__THE TASK__. Each line of the records must appear in your answer exactly, with no pictures.

__INPUT MATERIAL__.
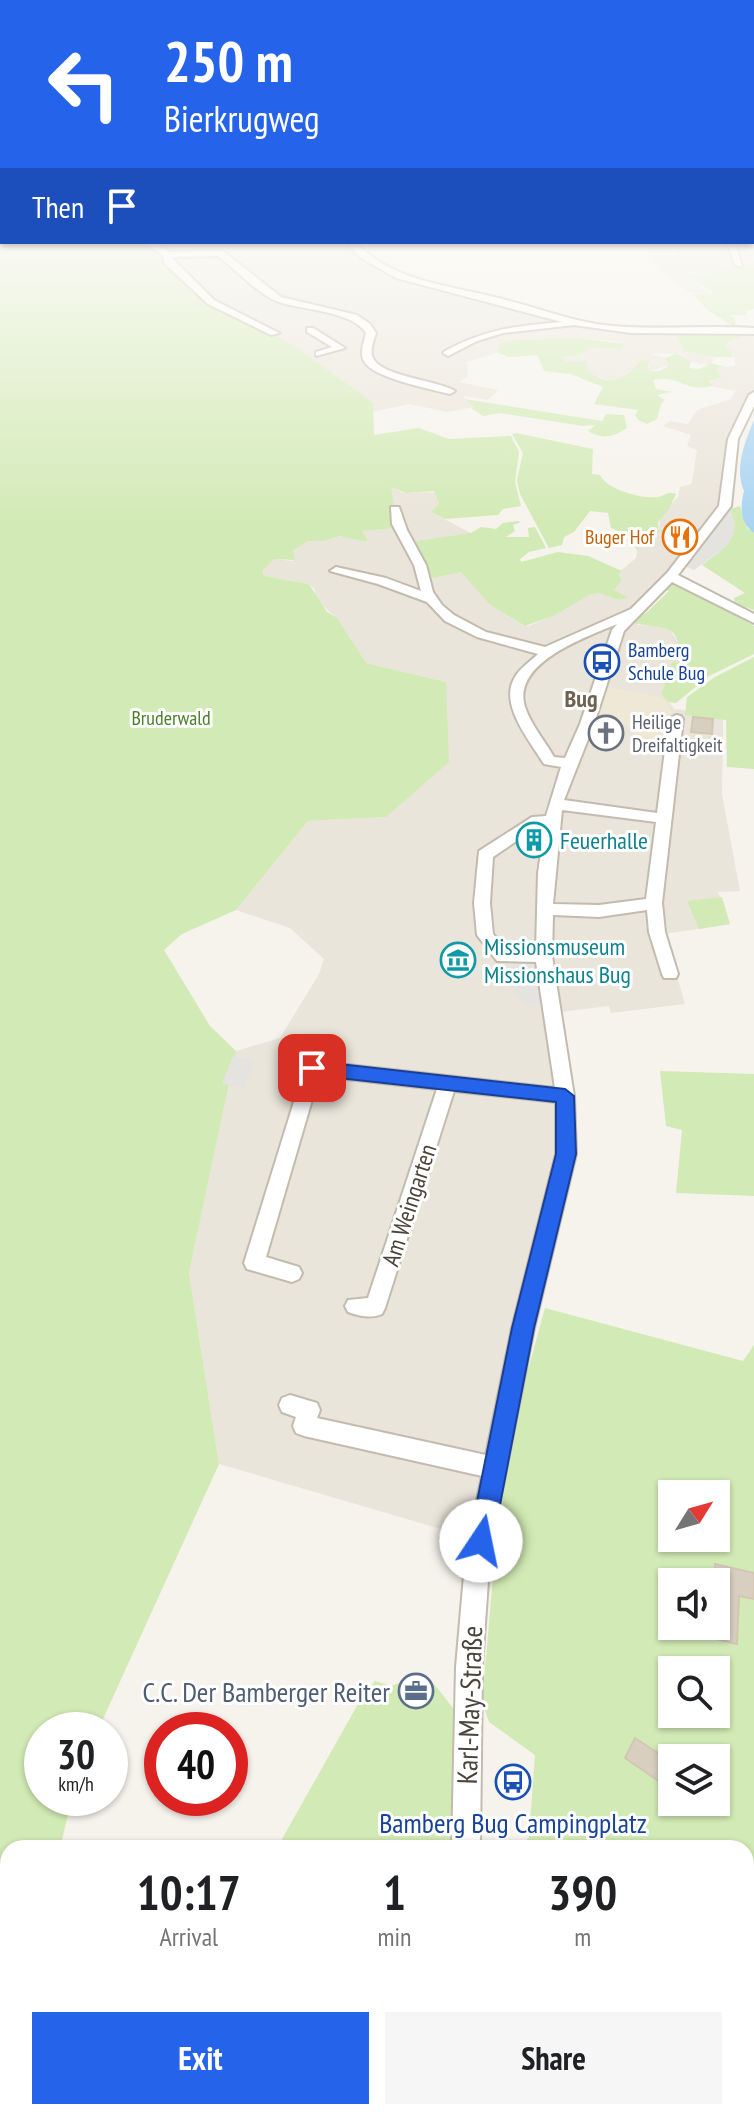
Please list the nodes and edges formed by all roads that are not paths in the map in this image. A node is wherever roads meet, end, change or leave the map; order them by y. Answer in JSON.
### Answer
{"nodes":[{"id":1,"x":264,"y":328,"type":"edge"},
{"id":2,"x":368,"y":328,"type":"edge"},
{"id":3,"x":543,"y":328,"type":"edge"},
{"id":4,"x":614,"y":328,"type":"edge"},
{"id":5,"x":310,"y":330,"type":"dead end"},
{"id":6,"x":754,"y":331,"type":"edge"},
{"id":7,"x":274,"y":333,"type":"dead end"},
{"id":8,"x":359,"y":343,"type":"junction"},
{"id":9,"x":340,"y":348,"type":"junction"},
{"id":10,"x":448,"y":353,"type":"dead end"},
{"id":11,"x":319,"y":354,"type":"dead end"},
{"id":12,"x":450,"y":391,"type":"dead end"},
{"id":13,"x":754,"y":395,"type":"edge"},
{"id":14,"x":395,"y":509,"type":"dead end"},
{"id":15,"x":336,"y":571,"type":"dead end"},
{"id":16,"x":671,"y":576,"type":"junction"},
{"id":17,"x":430,"y":599,"type":"junction"},
{"id":18,"x":634,"y":613,"type":"junction"},
{"id":19,"x":754,"y":619,"type":"edge"},
{"id":20,"x":546,"y":651,"type":"junction"},
{"id":21,"x":676,"y":719,"type":"dead end"},
{"id":22,"x":568,"y":763,"type":"junction"},
{"id":23,"x":555,"y":804,"type":"junction"},
{"id":24,"x":662,"y":818,"type":"junction"},
{"id":25,"x":552,"y":822,"type":"junction"},
{"id":26,"x":654,"y":903,"type":"junction"},
{"id":27,"x":545,"y":909,"type":"junction"},
{"id":28,"x":544,"y":956,"type":"junction"},
{"id":29,"x":670,"y":974,"type":"dead end"},
{"id":30,"x":448,"y":1082,"type":"junction"},
{"id":31,"x":565,"y":1096,"type":"junction"},
{"id":32,"x":292,"y":1273,"type":"dead end"},
{"id":33,"x":355,"y":1306,"type":"dead end"},
{"id":34,"x":290,"y":1405,"type":"dead end"},
{"id":35,"x":494,"y":1468,"type":"junction"},
{"id":36,"x":466,"y":1840,"type":"edge"}],
"edges":[{"from":1,"to":7,"type":"street"},
{"from":2,"to":8,"type":"street"},
{"from":3,"to":10,"type":"street"},
{"from":4,"to":6,"type":"street"},
{"from":5,"to":9,"type":"street"},
{"from":8,"to":9,"type":"street"},
{"from":8,"to":12,"type":"street"},
{"from":9,"to":11,"type":"street"},
{"from":13,"to":16,"type":"street"},
{"from":14,"to":17,"type":"street"},
{"from":15,"to":17,"type":"street"},
{"from":16,"to":18,"type":"street"},
{"from":16,"to":19,"type":"street"},
{"from":17,"to":20,"type":"street"},
{"from":18,"to":20,"type":"street"},
{"from":18,"to":22,"type":"street","name":"Karl-May-Straße"},
{"from":20,"to":22,"type":"street"},
{"from":21,"to":24,"type":"street"},
{"from":22,"to":23,"type":"street","name":"Karl-May-Straße"},
{"from":23,"to":24,"type":"street"},
{"from":23,"to":25,"type":"street","name":"Karl-May-Straße"},
{"from":24,"to":26,"type":"street"},
{"from":25,"to":27,"type":"street","name":"Karl-May-Straße"},
{"from":25,"to":28,"type":"street"},
{"from":26,"to":27,"type":"street"},
{"from":26,"to":29,"type":"street"},
{"from":27,"to":28,"type":"street","name":"Karl-May-Straße"},
{"from":28,"to":31,"type":"street","name":"Karl-May-Straße"},
{"from":30,"to":31,"type":"street"},
{"from":30,"to":32,"type":"street"},
{"from":30,"to":33,"type":"street","name":"Am Weingarten"},
{"from":31,"to":35,"type":"street","name":"Karl-May-Straße"},
{"from":34,"to":35,"type":"street"},
{"from":35,"to":36,"type":"street","name":"Karl-May-Straße"}]}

__OUTPUT OF THE TASK__.
Please list the nodes and edges formed by all roads that are not paths in the map in this image. A node is wherever roads meet, end, change or leave the map; order them by y. Answer in JSON.
### Answer
{"nodes":[{"id":1,"x":264,"y":328,"type":"edge"},
{"id":2,"x":368,"y":328,"type":"edge"},
{"id":3,"x":543,"y":328,"type":"edge"},
{"id":4,"x":614,"y":328,"type":"edge"},
{"id":5,"x":310,"y":330,"type":"dead end"},
{"id":6,"x":754,"y":331,"type":"edge"},
{"id":7,"x":274,"y":333,"type":"dead end"},
{"id":8,"x":359,"y":343,"type":"junction"},
{"id":9,"x":340,"y":348,"type":"junction"},
{"id":10,"x":448,"y":353,"type":"dead end"},
{"id":11,"x":319,"y":354,"type":"dead end"},
{"id":12,"x":450,"y":391,"type":"dead end"},
{"id":13,"x":754,"y":395,"type":"edge"},
{"id":14,"x":395,"y":509,"type":"dead end"},
{"id":15,"x":336,"y":571,"type":"dead end"},
{"id":16,"x":671,"y":576,"type":"junction"},
{"id":17,"x":430,"y":599,"type":"junction"},
{"id":18,"x":634,"y":613,"type":"junction"},
{"id":19,"x":754,"y":619,"type":"edge"},
{"id":20,"x":546,"y":651,"type":"junction"},
{"id":21,"x":676,"y":719,"type":"dead end"},
{"id":22,"x":568,"y":763,"type":"junction"},
{"id":23,"x":555,"y":804,"type":"junction"},
{"id":24,"x":662,"y":818,"type":"junction"},
{"id":25,"x":552,"y":822,"type":"junction"},
{"id":26,"x":654,"y":903,"type":"junction"},
{"id":27,"x":545,"y":909,"type":"junction"},
{"id":28,"x":544,"y":956,"type":"junction"},
{"id":29,"x":670,"y":974,"type":"dead end"},
{"id":30,"x":448,"y":1082,"type":"junction"},
{"id":31,"x":565,"y":1096,"type":"junction"},
{"id":32,"x":292,"y":1273,"type":"dead end"},
{"id":33,"x":355,"y":1306,"type":"dead end"},
{"id":34,"x":290,"y":1405,"type":"dead end"},
{"id":35,"x":494,"y":1468,"type":"junction"},
{"id":36,"x":466,"y":1840,"type":"edge"}],
"edges":[{"from":1,"to":7,"type":"street"},
{"from":2,"to":8,"type":"street"},
{"from":3,"to":10,"type":"street"},
{"from":4,"to":6,"type":"street"},
{"from":5,"to":9,"type":"street"},
{"from":8,"to":9,"type":"street"},
{"from":8,"to":12,"type":"street"},
{"from":9,"to":11,"type":"street"},
{"from":13,"to":16,"type":"street"},
{"from":14,"to":17,"type":"street"},
{"from":15,"to":17,"type":"street"},
{"from":16,"to":18,"type":"street"},
{"from":16,"to":19,"type":"street"},
{"from":17,"to":20,"type":"street"},
{"from":18,"to":20,"type":"street"},
{"from":18,"to":22,"type":"street","name":"Karl-May-Straße"},
{"from":20,"to":22,"type":"street"},
{"from":21,"to":24,"type":"street"},
{"from":22,"to":23,"type":"street","name":"Karl-May-Straße"},
{"from":23,"to":24,"type":"street"},
{"from":23,"to":25,"type":"street","name":"Karl-May-Straße"},
{"from":24,"to":26,"type":"street"},
{"from":25,"to":27,"type":"street","name":"Karl-May-Straße"},
{"from":25,"to":28,"type":"street"},
{"from":26,"to":27,"type":"street"},
{"from":26,"to":29,"type":"street"},
{"from":27,"to":28,"type":"street","name":"Karl-May-Straße"},
{"from":28,"to":31,"type":"street","name":"Karl-May-Straße"},
{"from":30,"to":31,"type":"street"},
{"from":30,"to":32,"type":"street"},
{"from":30,"to":33,"type":"street","name":"Am Weingarten"},
{"from":31,"to":35,"type":"street","name":"Karl-May-Straße"},
{"from":34,"to":35,"type":"street"},
{"from":35,"to":36,"type":"street","name":"Karl-May-Straße"}]}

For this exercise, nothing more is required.